▶ **Activity**
The lines of the records that include "wrist" should all be copied.

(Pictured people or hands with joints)
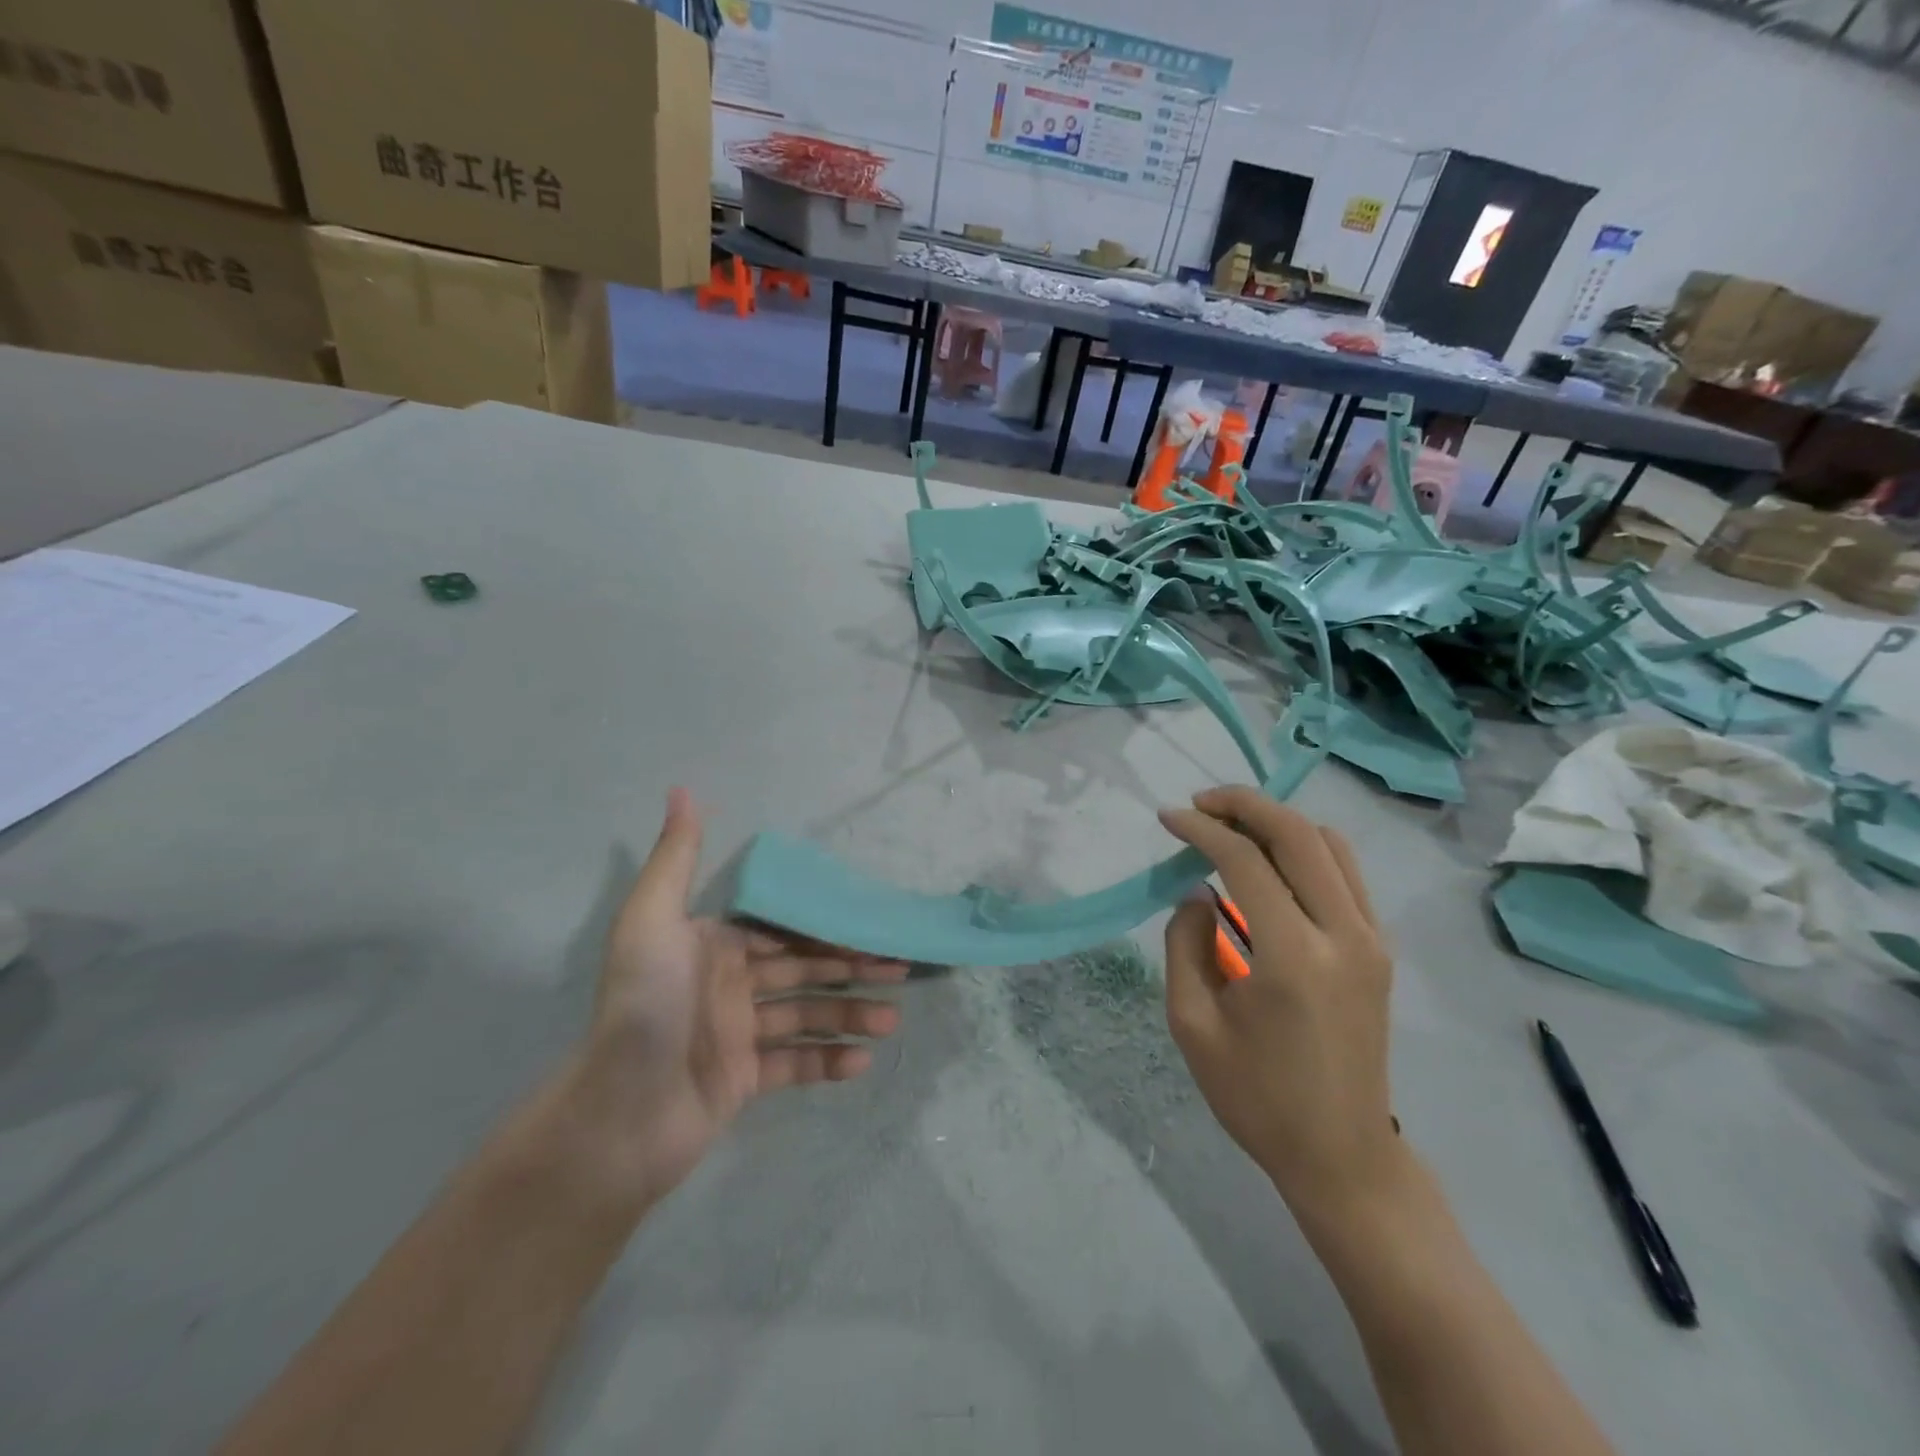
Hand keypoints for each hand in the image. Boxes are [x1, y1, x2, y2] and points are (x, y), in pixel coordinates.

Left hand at [565, 788, 906, 1205]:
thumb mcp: (653, 920)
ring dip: (849, 1015)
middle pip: (802, 969)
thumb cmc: (645, 1006)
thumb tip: (683, 790)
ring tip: (891, 1020)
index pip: (782, 927)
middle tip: (900, 969)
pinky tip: (862, 1061)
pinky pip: (794, 1065)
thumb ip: (678, 857)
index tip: (872, 923)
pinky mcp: (742, 1081)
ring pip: (806, 1016)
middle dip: (850, 967)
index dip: (826, 924)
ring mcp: (737, 1034)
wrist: (618, 1116)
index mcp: (714, 945)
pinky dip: (828, 1061)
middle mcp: (728, 984)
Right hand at [1160, 786, 1404, 1221]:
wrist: (1341, 1155)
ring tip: (1231, 826)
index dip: (1201, 830)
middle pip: (1297, 834)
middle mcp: (1343, 934)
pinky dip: (1306, 849)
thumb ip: (1185, 944)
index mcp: (1292, 957)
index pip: (1245, 861)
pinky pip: (1346, 873)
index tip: (1167, 819)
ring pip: (1329, 844)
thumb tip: (1197, 893)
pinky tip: (1270, 861)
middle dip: (1243, 804)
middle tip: (1199, 804)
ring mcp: (1371, 940)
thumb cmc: (1255, 1096)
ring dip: (1277, 822)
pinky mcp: (1379, 949)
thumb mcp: (1192, 1023)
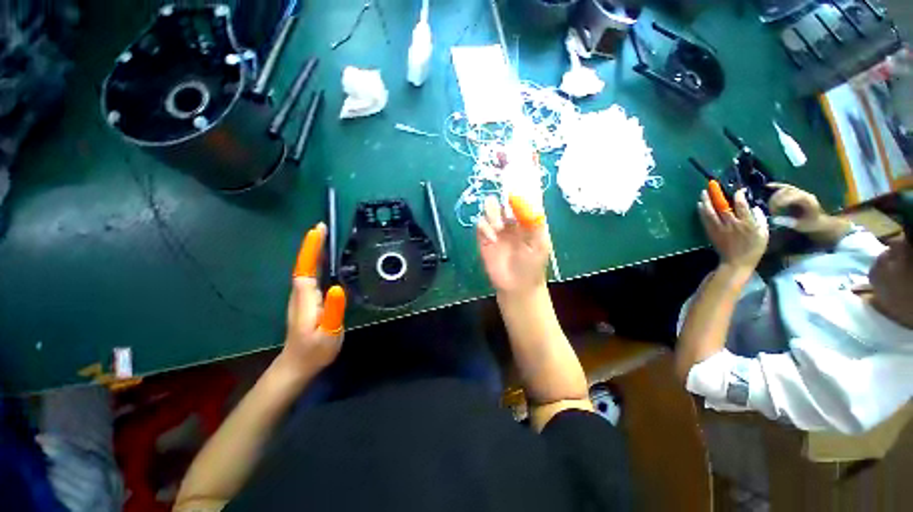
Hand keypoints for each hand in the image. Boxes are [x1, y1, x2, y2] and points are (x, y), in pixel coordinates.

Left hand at [279, 223, 345, 375]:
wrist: (298, 365)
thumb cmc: (315, 349)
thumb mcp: (329, 331)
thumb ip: (334, 310)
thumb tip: (338, 286)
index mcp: (306, 297)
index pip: (307, 267)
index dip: (312, 248)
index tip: (318, 230)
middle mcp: (301, 293)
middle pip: (305, 263)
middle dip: (313, 244)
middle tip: (324, 227)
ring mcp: (302, 297)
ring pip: (307, 268)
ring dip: (314, 251)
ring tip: (326, 238)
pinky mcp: (307, 301)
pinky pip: (311, 275)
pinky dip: (316, 263)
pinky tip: (325, 261)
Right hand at [477, 195, 550, 295]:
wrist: (517, 286)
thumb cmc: (533, 265)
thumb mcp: (540, 244)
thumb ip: (535, 222)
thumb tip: (525, 200)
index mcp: (526, 218)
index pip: (521, 197)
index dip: (518, 188)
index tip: (514, 184)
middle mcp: (511, 220)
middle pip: (502, 199)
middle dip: (502, 200)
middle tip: (505, 210)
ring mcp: (497, 228)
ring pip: (489, 208)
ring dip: (492, 213)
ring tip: (498, 227)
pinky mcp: (485, 238)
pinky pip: (480, 224)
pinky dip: (484, 227)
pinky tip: (492, 238)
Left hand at [698, 188, 768, 270]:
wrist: (736, 262)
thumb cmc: (753, 249)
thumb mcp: (764, 234)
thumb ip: (761, 219)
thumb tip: (754, 208)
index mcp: (746, 224)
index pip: (742, 206)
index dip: (739, 196)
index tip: (738, 190)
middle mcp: (731, 224)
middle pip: (721, 207)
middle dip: (716, 195)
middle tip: (711, 186)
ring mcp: (719, 229)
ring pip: (710, 212)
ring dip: (706, 201)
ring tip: (703, 193)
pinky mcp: (711, 233)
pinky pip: (705, 220)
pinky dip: (701, 211)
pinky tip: (699, 205)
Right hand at [768, 183, 851, 243]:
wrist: (819, 221)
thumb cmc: (810, 224)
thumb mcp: (801, 226)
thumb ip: (789, 222)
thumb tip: (774, 219)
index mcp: (808, 201)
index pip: (791, 197)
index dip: (780, 203)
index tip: (773, 212)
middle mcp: (804, 194)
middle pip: (787, 191)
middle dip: (776, 200)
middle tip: (771, 210)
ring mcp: (800, 192)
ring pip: (784, 189)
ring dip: (775, 197)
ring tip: (771, 206)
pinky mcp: (796, 192)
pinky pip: (785, 186)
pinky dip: (776, 186)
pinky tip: (768, 185)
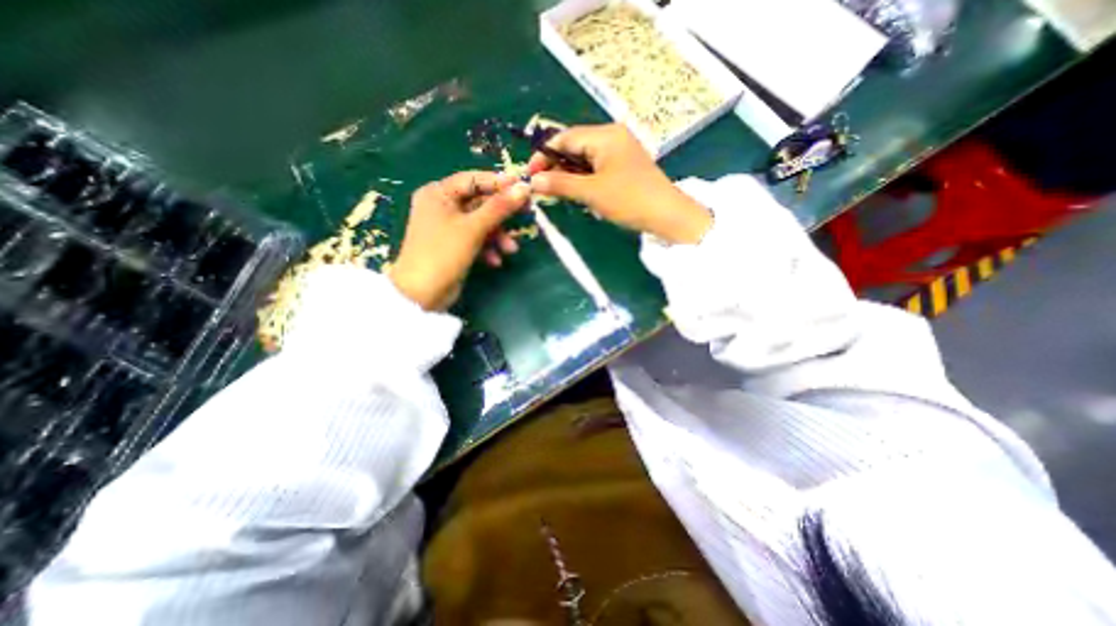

▶ **Exercise answer**
wrist: (618, 1116)
wrist: (1341, 1155)
wrist: (298, 365)
wrist: (517, 286)
wrist: (736, 262)
wrist: (819, 221)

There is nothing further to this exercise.